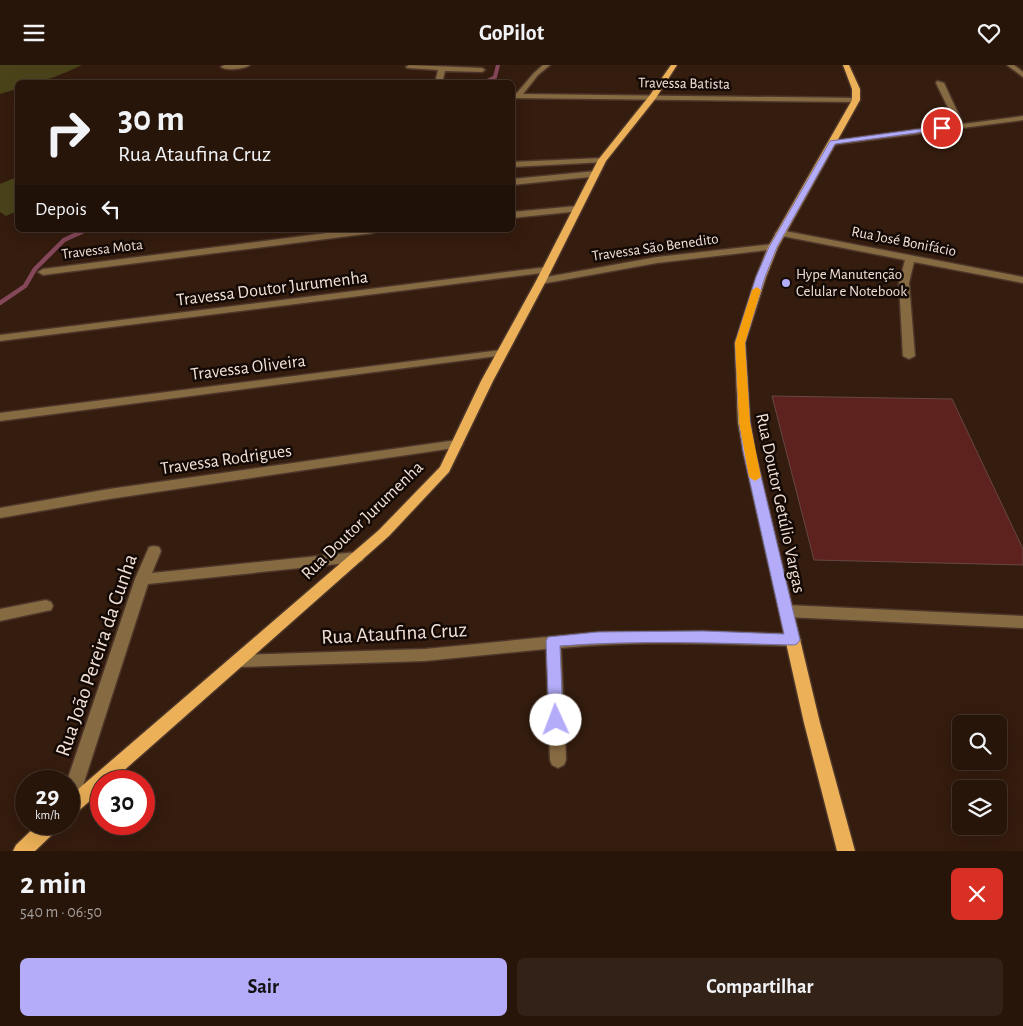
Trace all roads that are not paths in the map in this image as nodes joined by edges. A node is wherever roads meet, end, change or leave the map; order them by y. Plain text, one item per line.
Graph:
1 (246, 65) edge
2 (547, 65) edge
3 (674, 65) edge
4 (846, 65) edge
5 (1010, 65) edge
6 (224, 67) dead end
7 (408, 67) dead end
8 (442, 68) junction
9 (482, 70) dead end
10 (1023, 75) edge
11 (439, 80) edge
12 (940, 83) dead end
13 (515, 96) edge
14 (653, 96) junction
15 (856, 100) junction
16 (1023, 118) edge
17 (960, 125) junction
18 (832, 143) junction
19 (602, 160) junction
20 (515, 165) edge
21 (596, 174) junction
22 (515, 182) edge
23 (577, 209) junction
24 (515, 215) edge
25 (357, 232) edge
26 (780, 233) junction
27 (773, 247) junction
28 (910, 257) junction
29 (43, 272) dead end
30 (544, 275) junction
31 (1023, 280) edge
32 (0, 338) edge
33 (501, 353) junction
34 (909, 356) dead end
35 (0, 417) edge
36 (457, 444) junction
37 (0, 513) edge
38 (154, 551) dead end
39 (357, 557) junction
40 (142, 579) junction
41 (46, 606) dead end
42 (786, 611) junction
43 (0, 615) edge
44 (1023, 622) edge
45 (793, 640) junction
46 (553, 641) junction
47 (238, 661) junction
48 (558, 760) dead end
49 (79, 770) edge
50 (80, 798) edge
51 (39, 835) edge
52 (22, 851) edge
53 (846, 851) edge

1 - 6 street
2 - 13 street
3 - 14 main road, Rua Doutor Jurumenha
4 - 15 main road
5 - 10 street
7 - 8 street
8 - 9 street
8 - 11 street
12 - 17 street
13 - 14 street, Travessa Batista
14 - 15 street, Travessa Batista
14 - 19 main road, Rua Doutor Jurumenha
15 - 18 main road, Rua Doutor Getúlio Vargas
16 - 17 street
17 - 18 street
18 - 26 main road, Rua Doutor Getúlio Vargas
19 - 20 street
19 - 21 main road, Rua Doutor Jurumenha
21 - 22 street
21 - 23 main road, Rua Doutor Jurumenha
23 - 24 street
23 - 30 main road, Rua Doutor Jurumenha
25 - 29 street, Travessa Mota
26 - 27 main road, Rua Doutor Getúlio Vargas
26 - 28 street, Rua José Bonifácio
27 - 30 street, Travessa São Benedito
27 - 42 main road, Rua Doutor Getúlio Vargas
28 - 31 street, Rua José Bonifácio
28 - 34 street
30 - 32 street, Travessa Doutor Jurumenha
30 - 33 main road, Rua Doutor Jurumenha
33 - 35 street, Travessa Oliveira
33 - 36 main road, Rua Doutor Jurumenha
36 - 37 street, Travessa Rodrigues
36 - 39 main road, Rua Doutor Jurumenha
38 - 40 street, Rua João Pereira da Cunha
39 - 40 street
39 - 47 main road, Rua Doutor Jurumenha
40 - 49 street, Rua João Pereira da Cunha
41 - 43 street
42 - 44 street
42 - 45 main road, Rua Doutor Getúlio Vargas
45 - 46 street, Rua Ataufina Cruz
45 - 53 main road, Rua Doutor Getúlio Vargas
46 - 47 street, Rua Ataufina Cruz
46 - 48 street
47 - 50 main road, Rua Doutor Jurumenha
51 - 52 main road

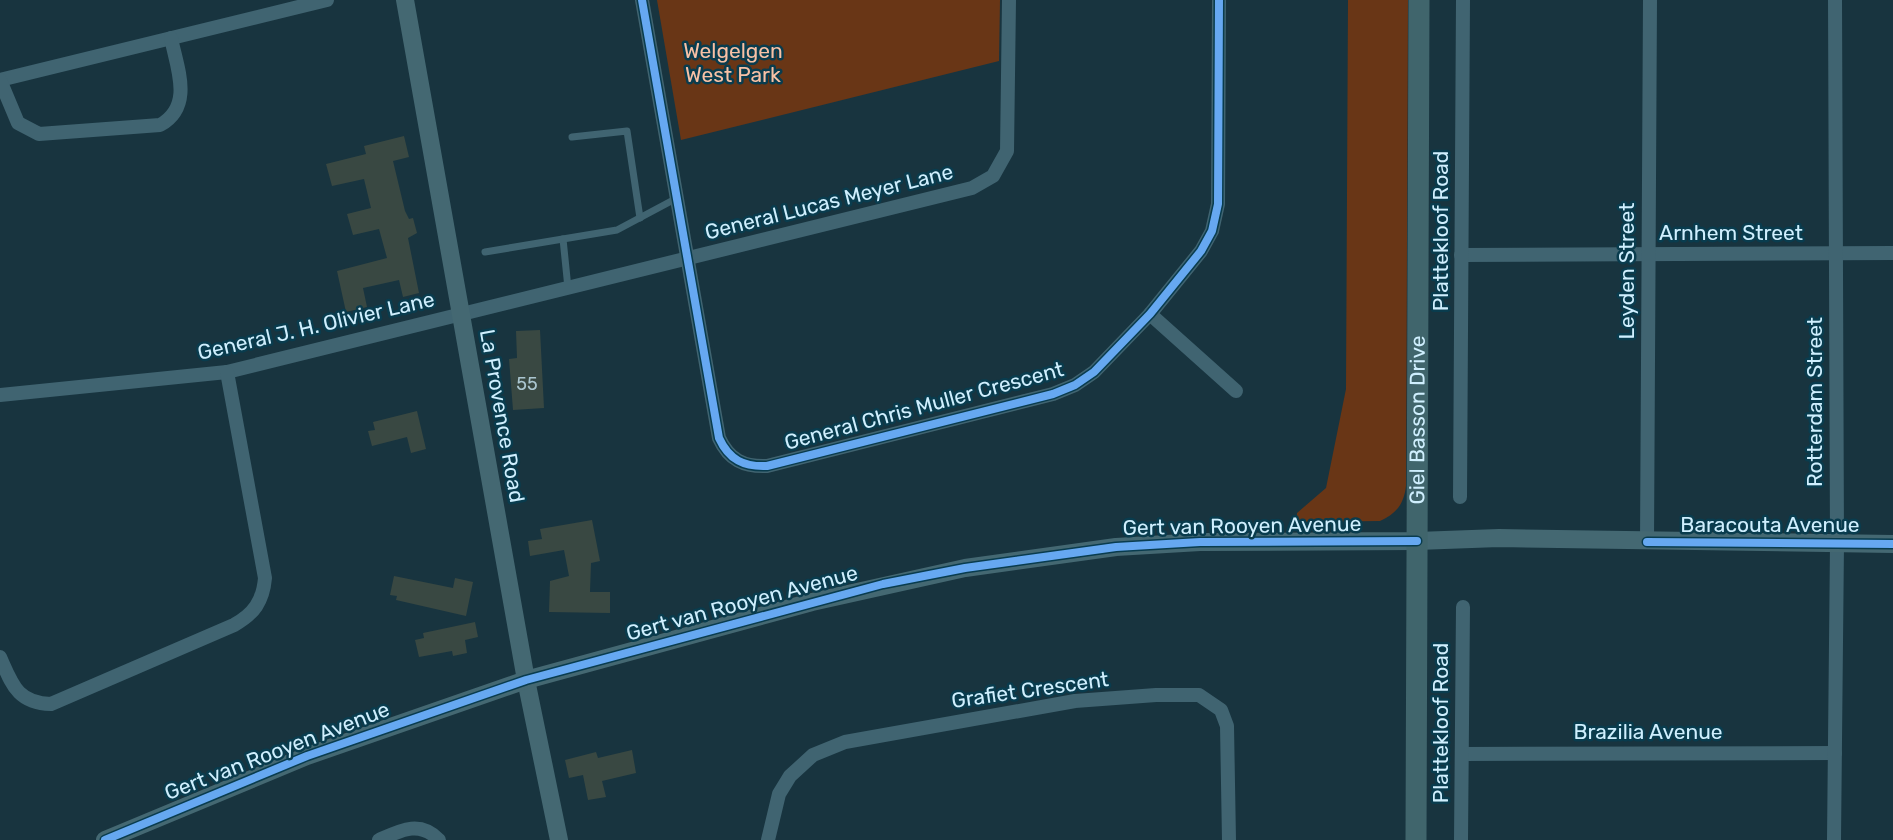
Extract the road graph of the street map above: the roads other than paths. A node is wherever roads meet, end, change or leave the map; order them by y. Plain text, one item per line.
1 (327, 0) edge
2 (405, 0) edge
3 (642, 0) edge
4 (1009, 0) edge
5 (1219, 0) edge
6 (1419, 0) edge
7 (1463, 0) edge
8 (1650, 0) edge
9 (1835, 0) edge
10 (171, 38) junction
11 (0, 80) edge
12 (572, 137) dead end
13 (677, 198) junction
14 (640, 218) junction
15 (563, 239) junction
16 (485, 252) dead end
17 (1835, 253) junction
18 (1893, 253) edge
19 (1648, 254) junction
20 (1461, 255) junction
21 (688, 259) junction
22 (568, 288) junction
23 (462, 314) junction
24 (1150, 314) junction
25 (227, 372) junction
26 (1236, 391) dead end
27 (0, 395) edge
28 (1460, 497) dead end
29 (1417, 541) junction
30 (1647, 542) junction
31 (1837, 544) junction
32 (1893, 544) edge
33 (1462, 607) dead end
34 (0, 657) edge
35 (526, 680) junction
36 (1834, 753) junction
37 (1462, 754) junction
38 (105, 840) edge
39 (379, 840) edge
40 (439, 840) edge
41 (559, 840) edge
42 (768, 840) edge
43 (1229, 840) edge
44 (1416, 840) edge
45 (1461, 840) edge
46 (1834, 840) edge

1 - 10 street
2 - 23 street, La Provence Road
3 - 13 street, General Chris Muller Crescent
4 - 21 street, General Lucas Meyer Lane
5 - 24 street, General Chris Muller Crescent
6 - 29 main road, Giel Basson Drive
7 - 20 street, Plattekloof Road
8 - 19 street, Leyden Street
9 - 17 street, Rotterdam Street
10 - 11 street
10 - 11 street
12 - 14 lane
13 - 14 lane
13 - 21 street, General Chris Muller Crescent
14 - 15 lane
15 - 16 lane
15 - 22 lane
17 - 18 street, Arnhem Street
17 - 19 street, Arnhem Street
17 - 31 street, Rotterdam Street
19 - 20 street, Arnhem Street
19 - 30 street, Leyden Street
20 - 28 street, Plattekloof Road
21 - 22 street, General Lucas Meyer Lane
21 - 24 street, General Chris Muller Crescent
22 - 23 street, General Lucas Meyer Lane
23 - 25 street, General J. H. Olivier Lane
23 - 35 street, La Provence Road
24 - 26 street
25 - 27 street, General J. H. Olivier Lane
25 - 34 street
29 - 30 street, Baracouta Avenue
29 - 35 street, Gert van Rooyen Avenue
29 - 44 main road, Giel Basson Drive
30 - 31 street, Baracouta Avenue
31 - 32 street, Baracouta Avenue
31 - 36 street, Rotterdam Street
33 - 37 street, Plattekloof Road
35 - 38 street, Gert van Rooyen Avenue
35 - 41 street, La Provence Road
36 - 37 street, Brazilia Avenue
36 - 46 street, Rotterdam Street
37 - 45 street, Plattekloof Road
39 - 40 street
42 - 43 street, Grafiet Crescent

_ _ _ _ _

- **Problem to solve**
How many of the lines in the records include the word "Baracouta"? Only the number should be given.

- **Exercise answer**
3